[Collected data entries]
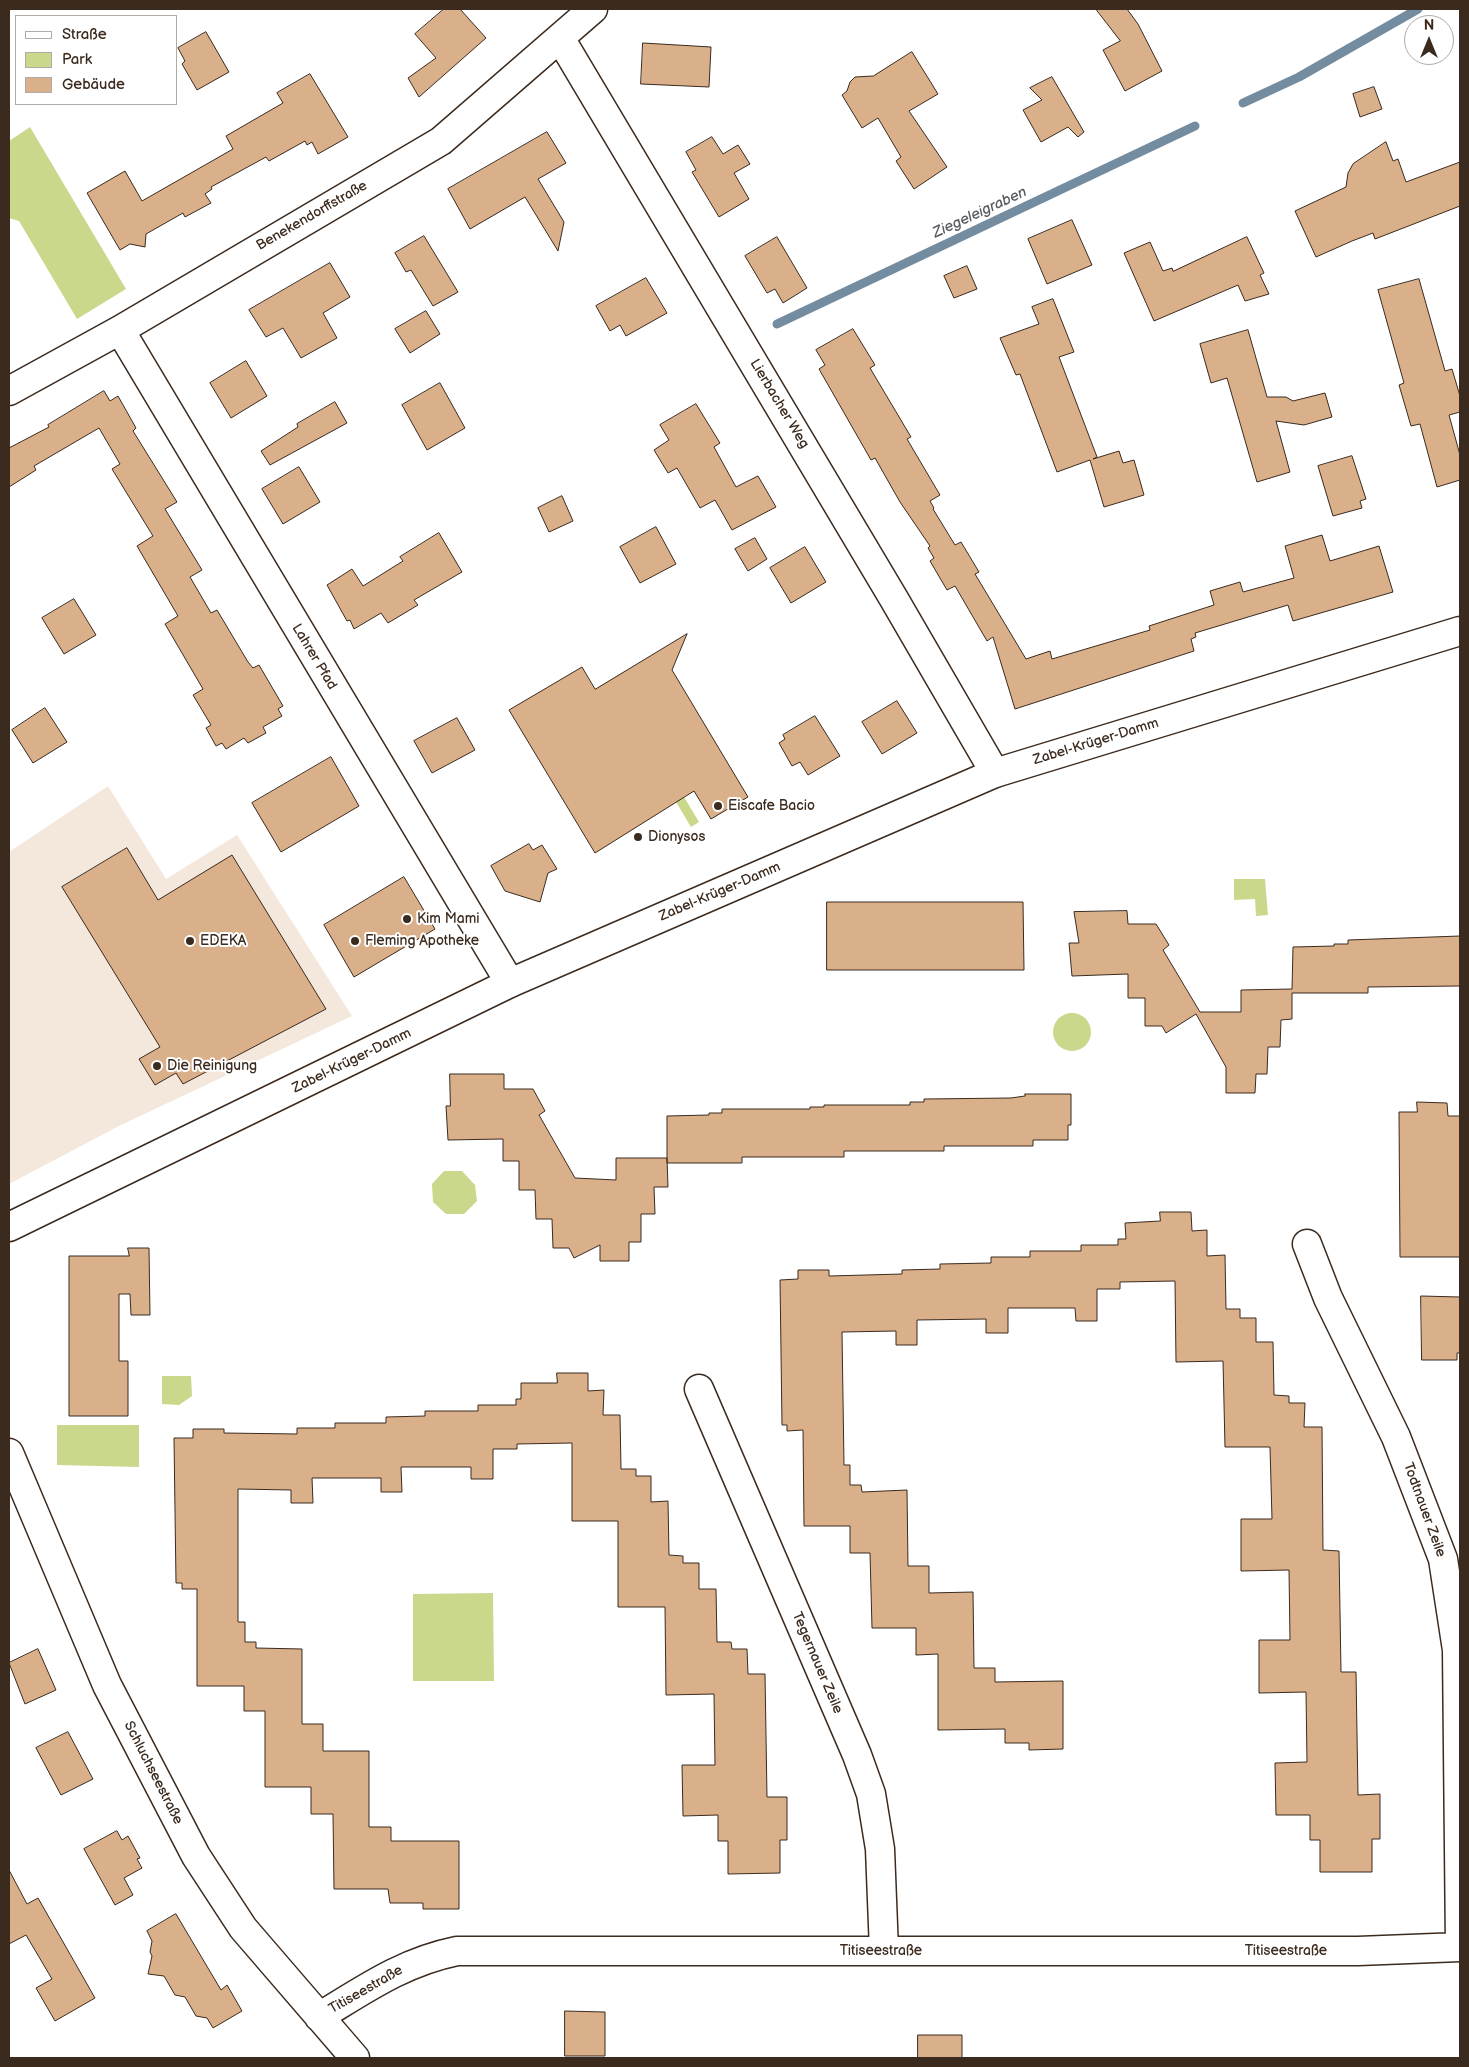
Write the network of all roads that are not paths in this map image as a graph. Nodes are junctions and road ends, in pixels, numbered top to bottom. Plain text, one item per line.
1 (593, 9) edge
2 (560, 38) junction
3 (120, 330) junction
4 (9, 391) edge
5 (1460, 631) edge
6 (995, 773) junction
7 (510, 983) junction
8 (9, 1227) edge
9 (1307, 1244) dead end
10 (699, 1389) dead end
11 (9, 1453) edge
12 (1460, 1947) edge
13 (884, 1951) junction
14 (319, 2017) junction
15 (355, 2058) edge

1 - 2 street, Benekendorffstraße
2 - 3 street, Benekendorffstraße
2 - 6 street, Lierbacher Weg
3 - 4 street, Benekendorffstraße
3 - 7 street, Lahrer Pfad
5 - 6 street, Zabel-Krüger-Damm
6 - 7 street, Zabel-Krüger-Damm
7 - 8 street, Zabel-Krüger-Damm
9 - 12 street, Todtnauer Zeile
10 - 13 street, Tegernauer Zeile
11 - 14 street, Schluchseestraße
12 - 13 street, Titiseestraße
13 - 14 street, Titiseestraße
14 - 15 street, Schluchseestraße

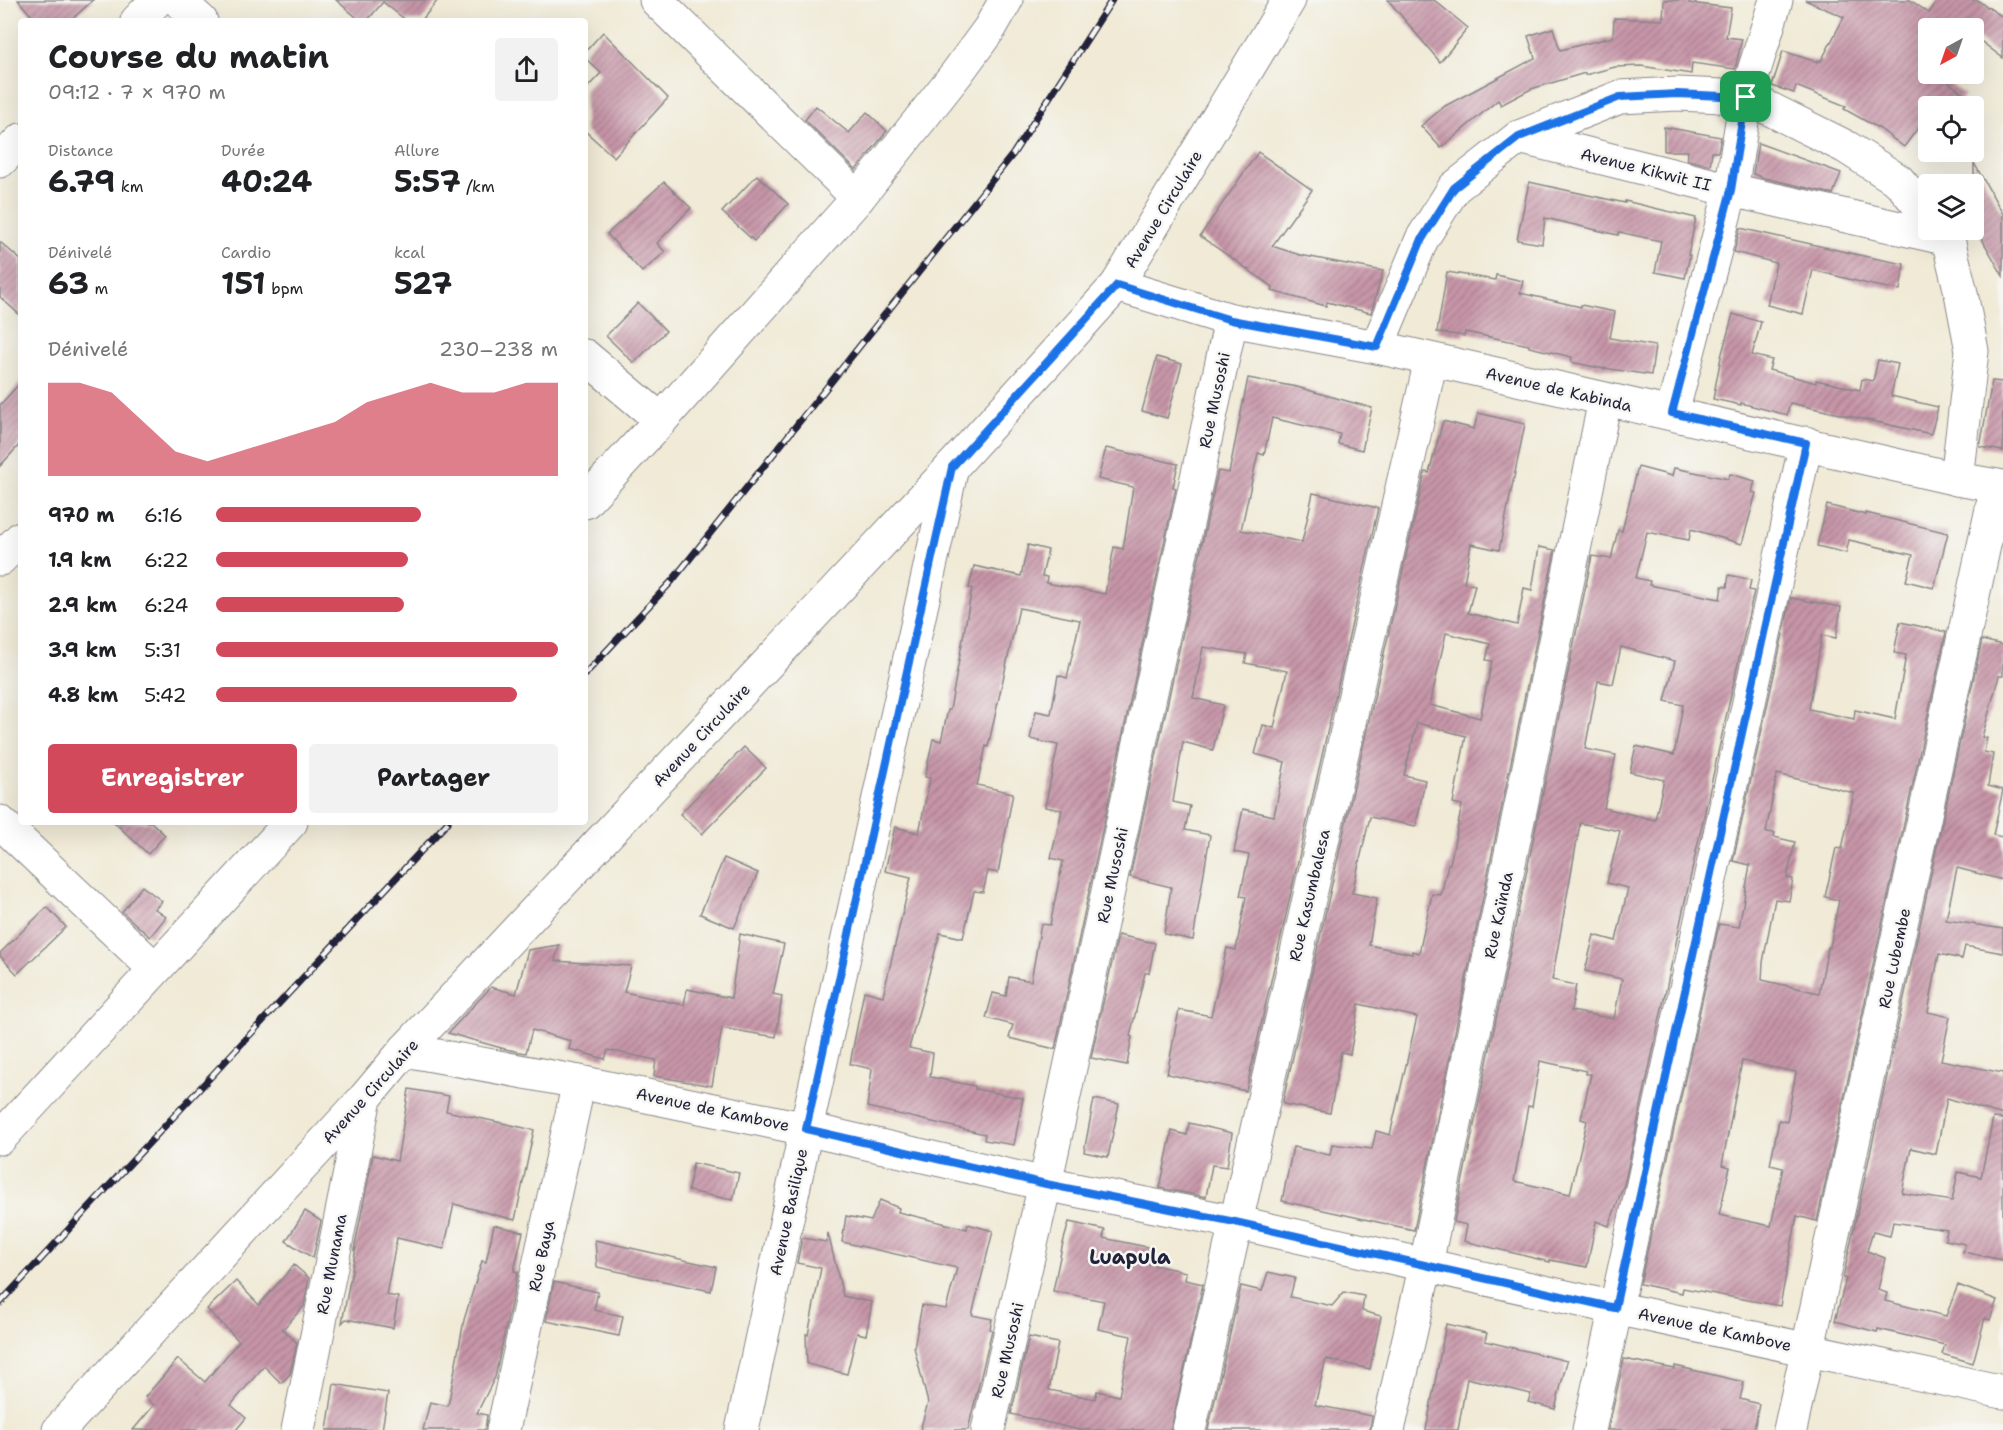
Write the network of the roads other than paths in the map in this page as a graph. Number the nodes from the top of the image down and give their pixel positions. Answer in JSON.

→ WHAT THE TASK ASKS
Type the entries above out again exactly, with no pictures.

→ ANSWER AREA
Write the network of all roads that are not paths in this map image as a graph. Nodes are junctions and road ends, in pixels, numbered top to bottom. Plain text, one item per line.
1 (593, 9) edge
2 (560, 38) junction
3 (120, 330) junction
4 (9, 391) edge
5 (1460, 631) edge
6 (995, 773) junction
7 (510, 983) junction
8 (9, 1227) edge
9 (1307, 1244) dead end
10 (699, 1389) dead end
11 (9, 1453) edge
12 (1460, 1947) edge
13 (884, 1951) junction
14 (319, 2017) junction
15 (355, 2058) edge

1 - 2 street, Benekendorffstraße
2 - 3 street, Benekendorffstraße
2 - 6 street, Lierbacher Weg
3 - 4 street, Benekendorffstraße
3 - 7 street, Lahrer Pfad
5 - 6 street, Zabel-Krüger-Damm
6 - 7 street, Zabel-Krüger-Damm
7 - 8 street, Zabel-Krüger-Damm
9 - 12 street, Todtnauer Zeile
10 - 13 street, Tegernauer Zeile
11 - 14 street, Schluchseestraße
12 - 13 street, Titiseestraße
13 - 14 street, Titiseestraße
14 - 15 street, Schluchseestraße

Write the network of the roads other than paths in the map in this page as a graph. Number the nodes from the top of the image down and give their pixel positions. Answer in JSON.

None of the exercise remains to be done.